Faculty-student collaboration brings effective change
Regan Johnson ’19 took the podium at the Indiana Statehouse in early 2018 to educate lawmakers about the power of physical therapy in fighting the state’s opioid crisis.
Johnson’s resolution was part of a statewide movement that allowed for increased conversations between physical therapists, physical therapist assistants and students of physical therapy in an area of need in the state. A year later, Indiana Gov. Eric Holcomb signed a new physical therapy bill (SB 586) into law, making history with the first major overhaul of the state’s Physical Therapy Practice Act in more than 60 years.

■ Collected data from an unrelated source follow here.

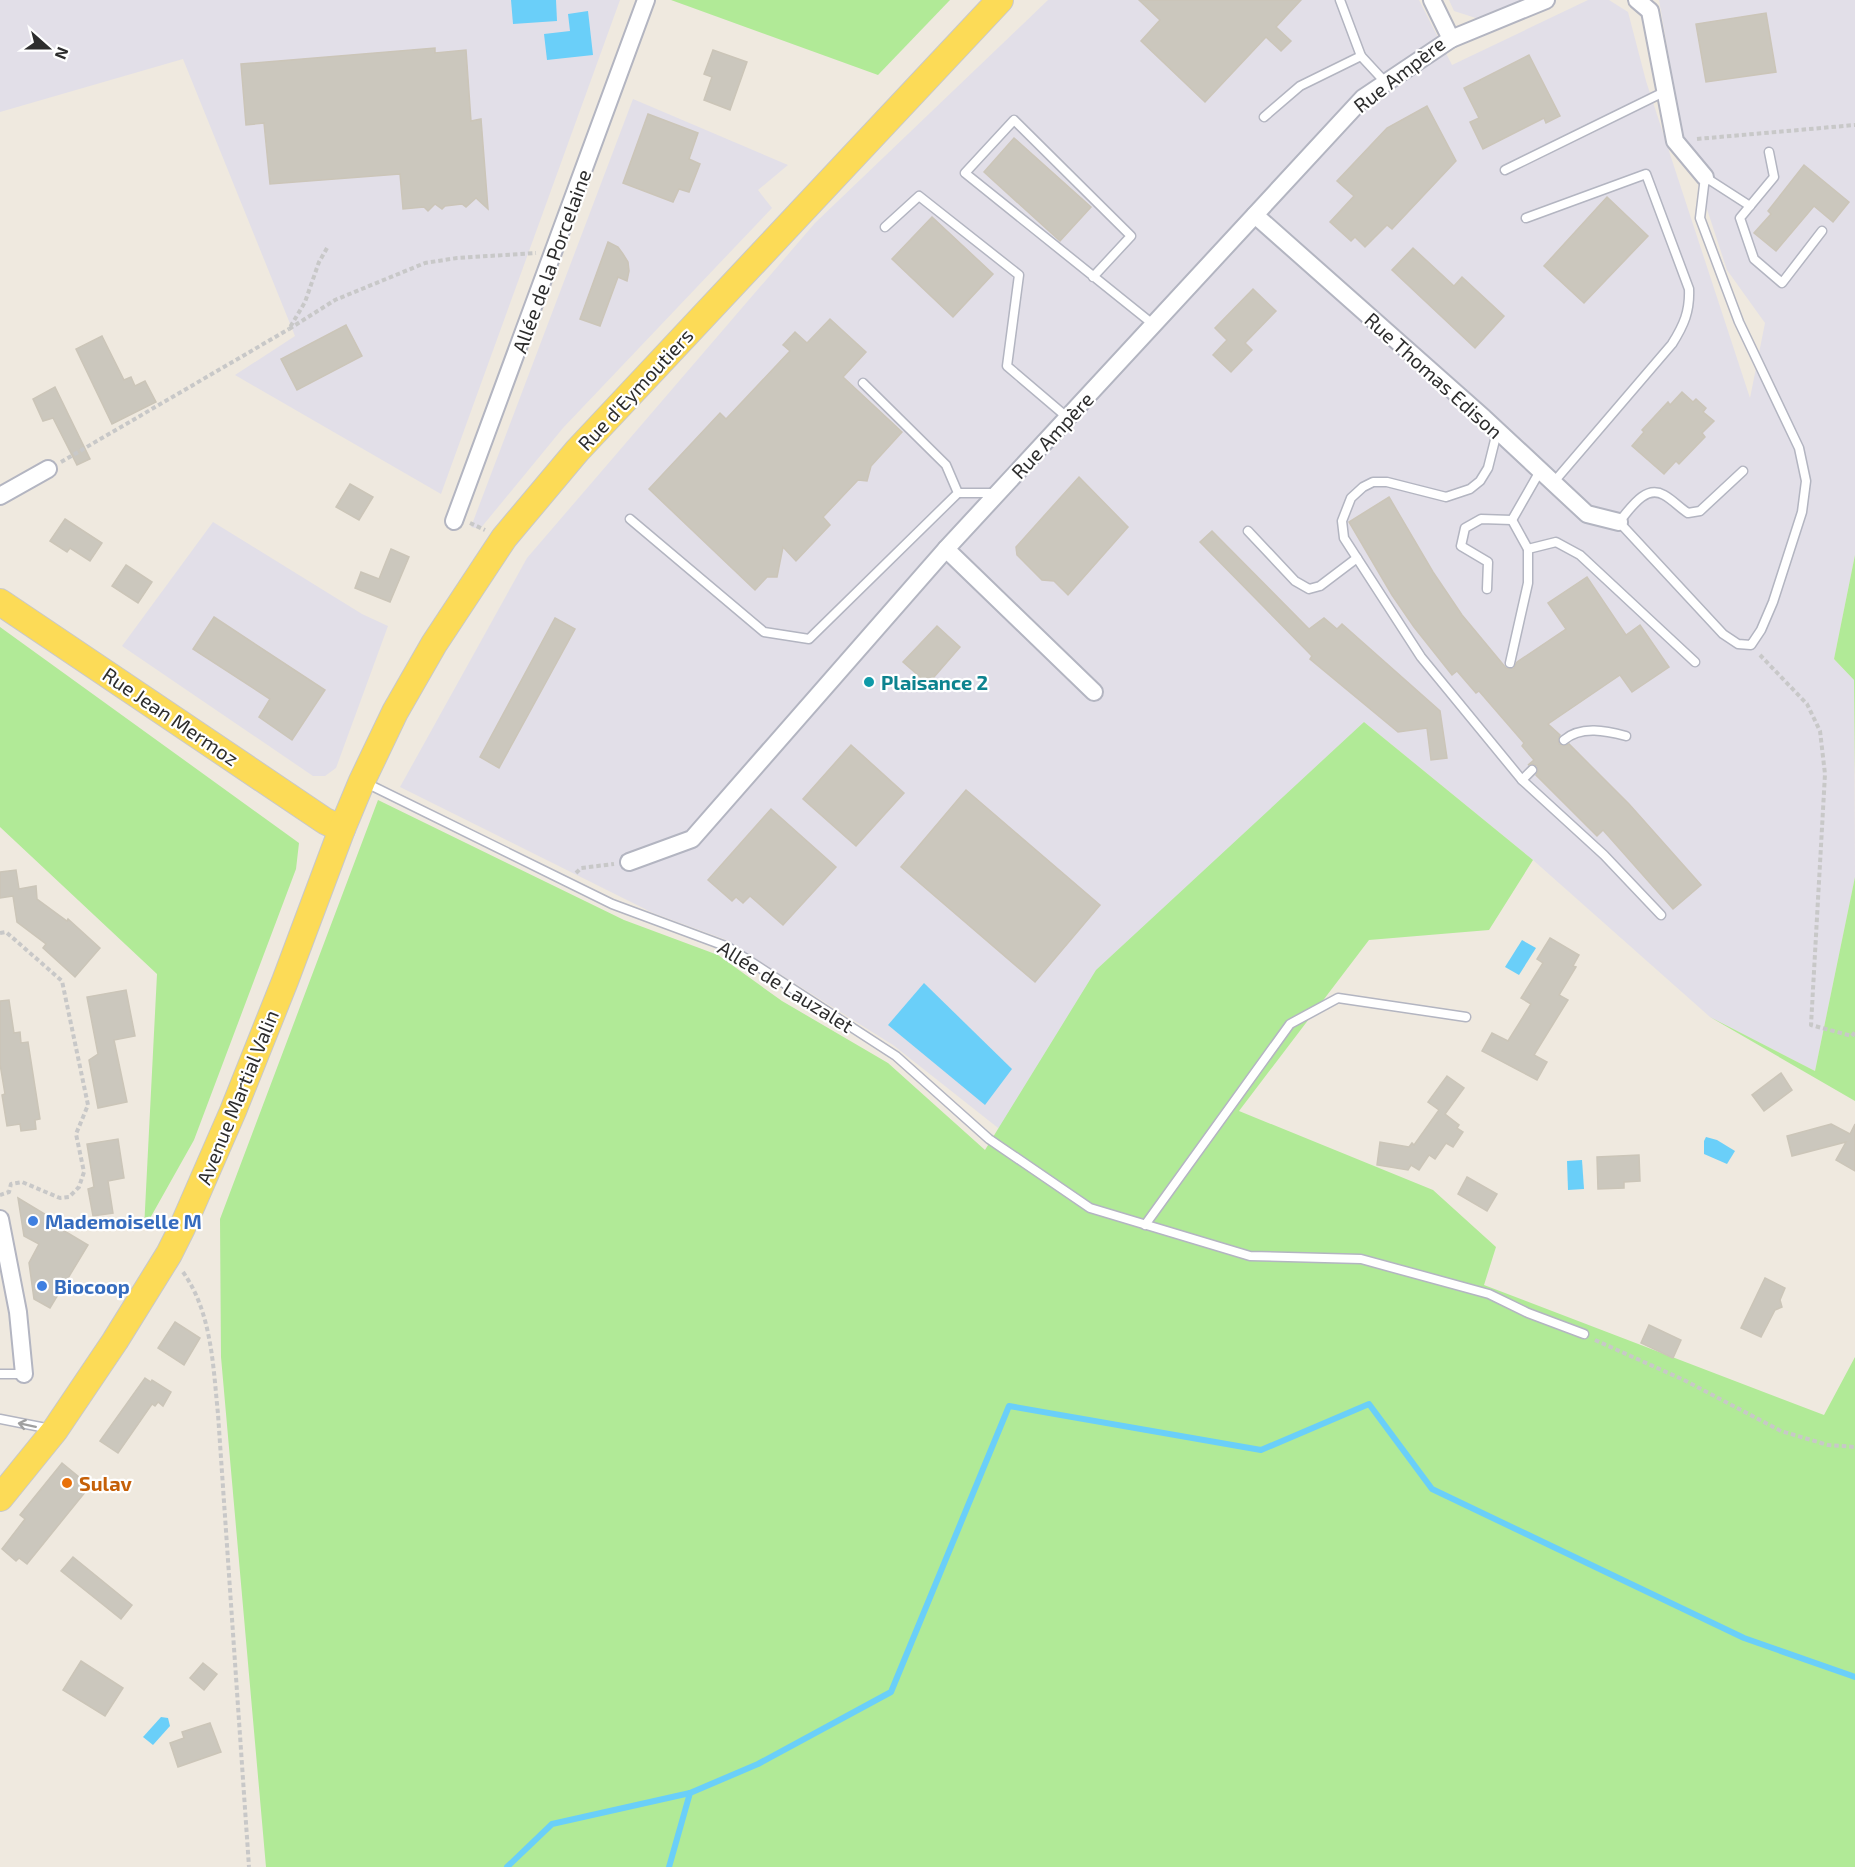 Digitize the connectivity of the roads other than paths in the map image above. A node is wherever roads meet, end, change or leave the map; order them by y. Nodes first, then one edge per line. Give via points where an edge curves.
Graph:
1 (646, 0) edge
2 (1000, 0) edge
3 (1340, 0) edge
4 (1432, 0) edge
5 (1546, 0) edge
6 (1636, 0) edge
7 (1451, 39) junction
8 (1361, 56) junction
9 (1386, 83) junction
10 (1666, 91) junction
11 (1264, 117) dead end
12 (1769, 152) dead end
13 (1505, 170) dead end
14 (1706, 177) junction
15 (1750, 206) junction
16 (1255, 215) junction
17 (1526, 218) dead end
18 (885, 227) dead end
19 (1822, 231) dead end
20 (1094, 277) junction
21 (1154, 325) junction
22 (863, 383) dead end
23 (1068, 418) junction
24 (1497, 432) junction
25 (48, 469) road end
26 (1540, 471) junction
27 (1743, 471) dead end
28 (1553, 483) junction
29 (958, 493) junction
30 (999, 493) junction
31 (0, 496) edge
32 (455, 519) road end
33 (630, 519) dead end
34 (1512, 520) junction
35 (1619, 522) junction
36 (1248, 531) dead end
37 (946, 549) junction
38 (1528, 549) junction
39 (1357, 558) junction
40 (1487, 589) dead end
41 (0, 602) edge
42 (1695, 662) dead end
43 (1510, 663) dead end
44 (1094, 692) dead end
45 (1626, 736) dead end
46 (1564, 740) dead end
47 (1532, 770) dead end
48 (1522, 780) junction
49 (362, 781) junction
50 (342, 829) junction
51 (629, 862) road end
52 (1661, 915) dead end
53 (1466, 1017) dead end
54 (0, 1219) edge
55 (1145, 1225) junction
56 (3, 1262) edge
57 (1584, 1334) road end
58 (0, 1374) edge
59 (24, 1374) joint
60 (0, 1419) edge
61 (55, 1430) junction
62 (0, 1498) edge

1 - 32 street, Allée de la Porcelaine
2 - 49 main road, Rue d'Eymoutiers via 577,451 504,538 434,644
3 - 8 lane
4 - 7 street, Rue Ampère
5 - 7 street
6 - 10 street via 1650,11
7 - 9 street, Rue Ampère
8 - 9 lane
8 - 11 lane via 1300,86
9 - 16 street, Rue Ampère via 1364,98
10 - 13 lane
10 - 14 street via 1675,141
12 - 15 lane via 1774,177
14 - 15 lane
14 - 35 lane via 1700,218 1739,322 1798,448 1806,482 1802,512 1777,591 1751,645 1738,644 1723,634
15 - 19 lane via 1740,218 1754,259 1782,283
16 - 21 street, Rue Ampère
16 - 24 street, Rue Thomas Edison
17 - 28 lane via 1646,174 1689,289 1685,323 1672,344
18 - 23 lane via 919,196 1019,275 1007,366
20 - 20 lane via 965,173 1014,120 1131,236
20 - 21 lane
21 - 23 street, Rue Ampère
22 - 29 lane via 946,465
23 - 30 street, Rue Ampère
24 - 26 street, Rue Thomas Edison
24 - 39 lane via 1488,468 1480,482 1457,495 1426,494 1387,482 1363,487 1351,498 1342,521 1344,538
25 - 31 street
26 - 28 street, Rue Thomas Edison
26 - 34 lane
27 - 35 lane via 1700,511 1688,513 1654,492 1640,497
28 - 35 street, Rue Thomas Edison via 1587,514
29 - 30 lane
29 - 33 lane via 808,639 764,632
30 - 37 street, Rue Ampère
34 - 38 lane
34 - 40 lane via 1481,519 1465,528 1461,546 1488,562
36 - 39 lane via 1295,581 1309,589 1320,586
37 - 44 street
37 - 51 street, Rue Ampère via 692,839
38 - 42 lane via 1556,542 1580,555
38 - 43 lane via 1528,583
39 - 48 lane via 1420,657
41 - 50 main road, Rue Jean Mermoz
45 - 46 lane via 1596,730 1576,732
47 - 48 lane
48 - 52 lane via 1604,855
49 - 50 main road, Rue d'Eymoutiers
49 - 55 lane, Allée de Lauzalet via 612,904 728,947 896,1056 989,1138 1089,1208
50 - 61 main road, Avenue Martial Valin via 233,1111 182,1228 115,1341
53 - 55 lane via 1338,998 1290,1024
54 - 56 street
55 - 57 lane, Allée de Lauzalet via 1250,1256 1361,1259 1489,1294
56 - 59 street via 18,1312
58 - 59 lane
61 -> 60 lane
61 - 62 main road, Avenue Martial Valin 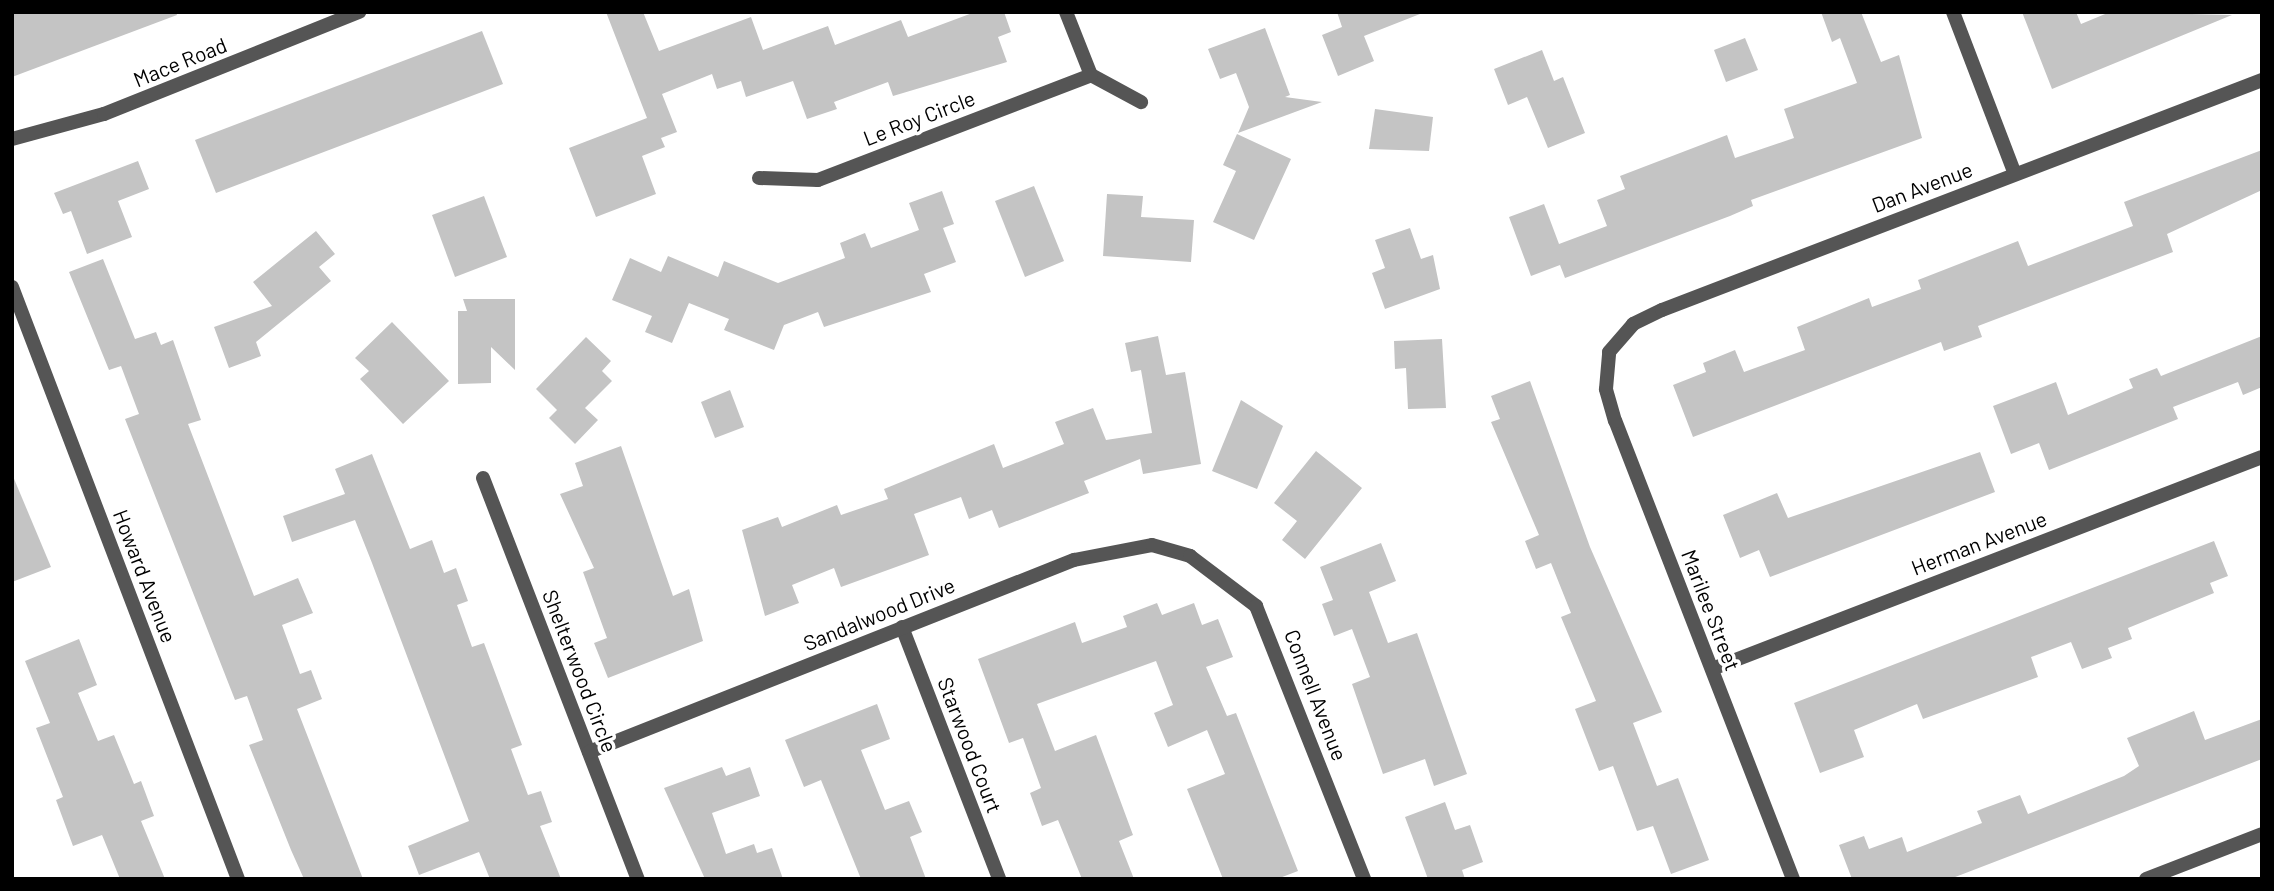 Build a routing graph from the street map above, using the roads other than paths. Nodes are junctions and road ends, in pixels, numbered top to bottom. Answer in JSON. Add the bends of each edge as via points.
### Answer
{"nodes":[{"id":1,"x":359,"y":12,"type":"edge"},
{"id":2,"x":1066,"y":12,"type":"edge"},
{"id":3,"x":1953,"y":12,"type":"edge"},
{"id":4,"x":1091,"y":75,"type":"junction"},
{"id":5,"x":2262,"y":80,"type":"edge"},
{"id":6,"x":1141,"y":102,"type":"dead end"},
{"id":7,"x":12,"y":139,"type":"edge"},
{"id":8,"x":2015,"y":174,"type":"junction"},
{"id":9,"x":759,"y":178,"type":"dead end"},
{"id":10,"x":12,"y":287,"type":"edge"},
{"id":11,"x":1609,"y":352,"type":"joint"},
{"id":12,"x":2262,"y":457,"type":"edge"},
{"id":13,"x":483,"y":478,"type":"dead end"},
{"id":14,"x":1190,"y":556,"type":"joint"},
{"id":15,"x":902,"y":627,"type":"junction"},
{"id":16,"x":1712,"y":669,"type":"junction"},
{"id":17,"x":589,"y":752,"type":"junction"},
{"id":18,"x":2262,"y":834,"type":"edge"},
{"id":19,"x":239,"y":879,"type":"edge"},
{"id":20,"x":638,"y":879,"type":"edge"},
{"id":21,"x":999,"y":879,"type":"edge"},
{"id":22,"x":1364,"y":879,"type":"edge"},
{"id":23,"x":1793,"y":879,"type":"edge"},
{"id":24,"x":2147,"y":879,"type":"edge"}],
"edges":[{"from":1,"to":7,"type":"street","name":"Mace Road","via":[[104,114]]},
{"from":2,"to":4,"type":"street"},
{"from":3,"to":8,"type":"street"},
{"from":4,"to":6,"type":"street"},
{"from":4,"to":9,"type":"street","name":"Le Roy Circle","via":[[818,180]]},
{"from":5,"to":8,"type":"street","name":"Dan Avenue"},
{"from":8,"to":11,"type":"street","name":"Dan Avenue","via":[[1662,310],[1633,324]]},
{"from":10,"to":19,"type":"street","name":"Howard Avenue"},
{"from":11,"to":16,"type":"street","name":"Marilee Street","via":[[1606,389],[1615,421]]},
{"from":12,"to":16,"type":"street","name":"Herman Avenue"},
{"from":13,"to":17,"type":"street","name":"Shelterwood Circle"},
{"from":14,"to":15,"type":"street","name":"Sandalwood Drive","via":[[1152,545],[1113,548]]},
{"from":14,"to":22,"type":"street","name":"Connell Avenue","via":[[1256,606]]},
{"from":15,"to":17,"type":"street","name":"Sandalwood Drive"},
{"from":15,"to":21,"type":"street","name":"Starwood Court"},
{"from":16,"to":23,"type":"street","name":"Marilee Street"},
{"from":17,"to":20,"type":"street","name":"Shelterwood Circle"},
{"from":18,"to":24,"type":"street"}]}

Finding new ways to advocate for patients is built into the DNA at the University of Indianapolis College of Health Sciences. Dr. Emily Slaven, associate professor of physical therapy, serves as President of the Indiana Chapter of the American Physical Therapy Association (INAPTA). She helped organize Physical Therapy Day at the Statehouse, which galvanized the movement and offered students from the Krannert School of Physical Therapy the opportunity to influence the creation of the new law.
Dr. Slaven noted that Indiana was one of the last states to receive direct access to physical therapy, which allows patients to see a physical therapist without a prescription. Advocates were eager for additional reform after the direct access law passed in 2013.
“Everything else [in Indiana’s Physical Therapy Practice Act] was very dated in the language and didn’t reflect what we currently do as physical therapists in the scope of our education,” Dr. Slaven explained. “We knew we wanted to make some really big changes and bring them to the legislature.”
Dr. Slaven and the INAPTA State Legislative Committee spent 18 months crafting new language. Most significantly, the 2019 law creates a five-person physical therapy board to regulate the practice in Indiana.
“Having autonomy to govern our profession is one of the key goals,” Dr. Slaven said.
The new law increases the number of days a patient may see a physical therapist without a medical referral from 24 to 42 days; adds improved title protection for licensed physical therapists; and defines the role of a physical therapy aide.
“This bill elevates our profession by providing contemporary terminology to describe the role and responsibilities of physical therapy,” said Regan Johnson ’19 (DPT) ’17 (exercise science).
After reviewing grassroots efforts in other states, Johnson approached Dr. Slaven in 2017 with the idea of writing a physical therapy resolution for the Indiana legislature. Her theme aligned with the American Physical Therapy Association’s #ChoosePT campaign to promote physical therapy as a safe and effective alternative to opioid medications in the management of chronic pain.
In 2018 and 2019, hundreds of students, clinicians and other physical therapy advocates from around the state attended Physical Therapy Day at the Statehouse. Johnson had the opportunity to read her resolution during Physical Therapy Day in 2018, and two lawmakers, Sen. James Merritt and Rep. David Frizzell, adopted the language for House and Senate resolutions.
“If students want to advocate for their patients, they need to be part of the conversation and not expect somebody else to do it for them. Advocacy work helps students appreciate the importance of their voice,” said Dr. Slaven, who was recently named 2019 University of Indianapolis Teacher of the Year.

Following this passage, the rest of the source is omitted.